Thursday, April 26, 2007

An Editor Leaves

This week we say good-bye to a good one. An editor I have worked with on a number of different projects and someone I think is truly talented, smart, and an asset to the publishing community. The really sad thing is that this editor is not just leaving a publishing house, but the business altogether. Why does it seem that the ones who leave are always the best? Since I started my career in publishing almost 15 years ago I have seen the loss of so many great and talented editors, people who, for one reason or another, felt burned out, needed a change of scenery, or just didn't think the job was a passion anymore.

While I think this happens in every business, I feel the loss more deeply in publishing. Editors are, strangely enough, often treated as the bottom of the food chain at publishing houses. They get paid the least, get the least amount of recognition, and editorial departments are often deemed the least important department within the publishing house. How ironic since publishers wouldn't have a product if it weren't for the talented editors who bring it to them.

I don't know all of the reasons this editor has decided to leave and, truthfully, it's none of my business. I do know, however, that she is leaving a hole in publishing. She will be missed by the authors who have benefited so greatly from her talents and I will miss her because in all things she was always a pleasure to work with.



Spy Scribbler said...

That is such a shame. I've noticed that about talent, in other professions, too. I wonder if the best just give so much, that they burn out?
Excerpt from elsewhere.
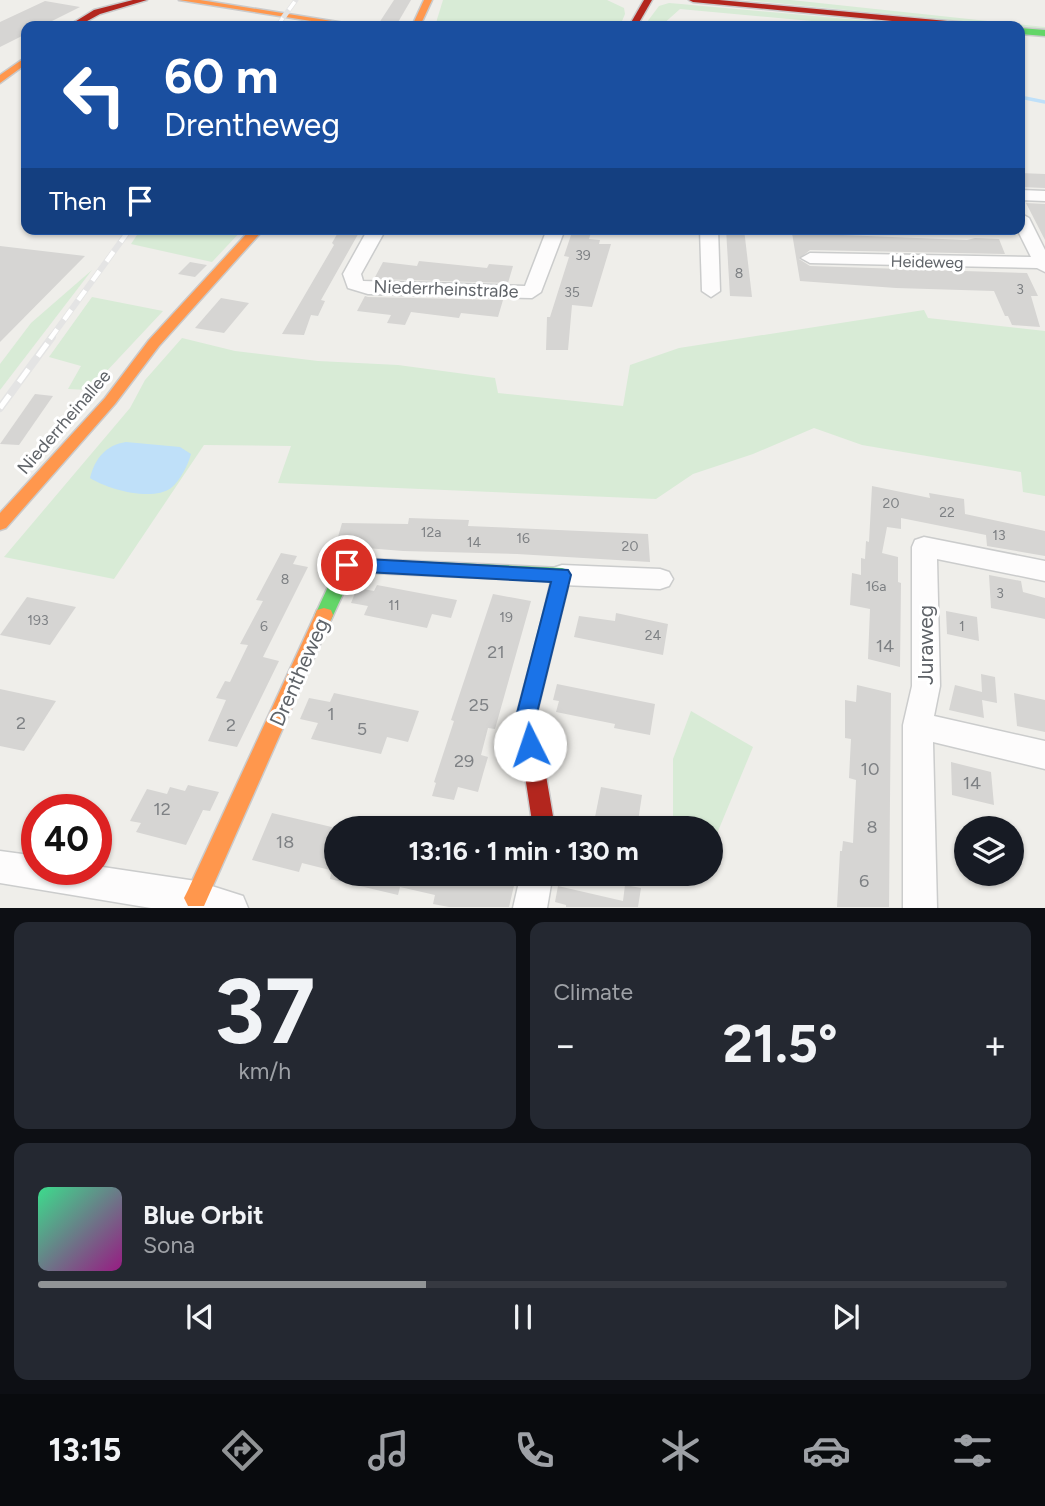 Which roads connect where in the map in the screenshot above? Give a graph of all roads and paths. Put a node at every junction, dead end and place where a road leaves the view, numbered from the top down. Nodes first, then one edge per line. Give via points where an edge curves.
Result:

BookEnds, A Literary Agency said...

That's an interesting perspective spyscribbler. But I would like to think that at BookEnds we're the best ;) and no one has yet to burn out

Although, in becoming agents we have made career shifts. Maybe that's the secret.


Anonymous said...

If they're deemed the least important department, there's only so much "put down" you can take. Maybe it's stress, or being passed over, or watching the new people come in and get paid more than you do, when they do less. It happens in a lot of jobs, and I'll bet publishing is no different.
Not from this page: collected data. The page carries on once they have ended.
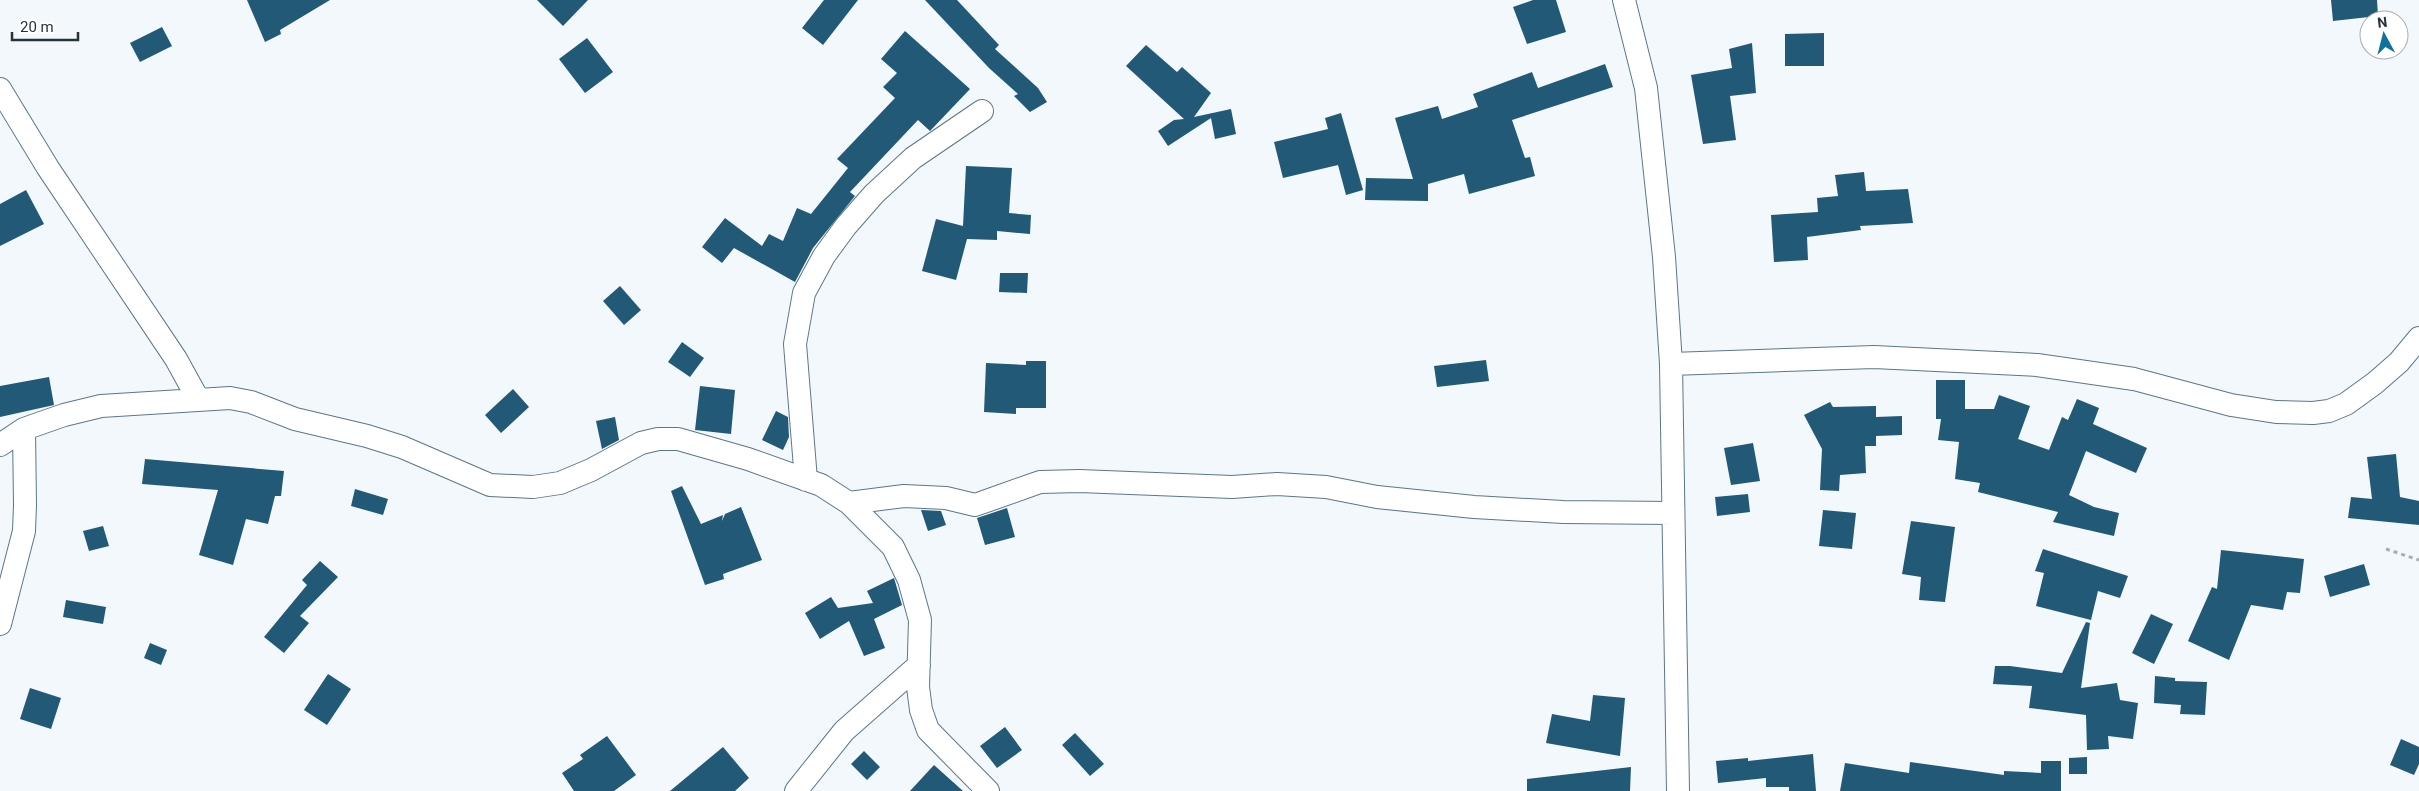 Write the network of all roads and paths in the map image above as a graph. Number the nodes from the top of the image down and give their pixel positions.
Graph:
1 (1624, 0) edge
2 (0, 90) edge
3 (982, 111) dead end
4 (2419, 338) edge
5 (1671, 364) junction
6 (198, 399) junction
7 (24, 429) junction
8 (0, 445) edge
9 (806, 480) junction
10 (849, 503) junction
11 (1673, 513) junction
12 (2386, 549) dead end
13 (2419, 560) edge
14 (0, 624) edge
15 (919, 665) junction
16 (796, 791) edge
17 (988, 791) edge
18 (1678, 791) edge

1 - 5 street
2 - 6 street
3 - 9 street
4 - 5 street
5 - 11 street
6 - 7 street
6 - 9 street
7 - 8 street
7 - 14 street
9 - 10 street
10 - 11 street
10 - 15 street
11 - 18 street
12 - 13 path
15 - 16 street
15 - 17 street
So if the editorial department is seen as least important, which one is seen as most?

Christina Wible said...

Within the past year I've left a job that seemed was meant for me. I was more than competent at it, in fact, that was the question everyone asked of me. Why would you leave? You were the best we've ever had. But the job ate my soul. I was so engaged that everything else became subservient. To this day I'm not sure what else I did during the time I had that job. I realized that I had dissappointed many by leaving but I had to regain my soul. Perhaps this perfect editor needed to be something else.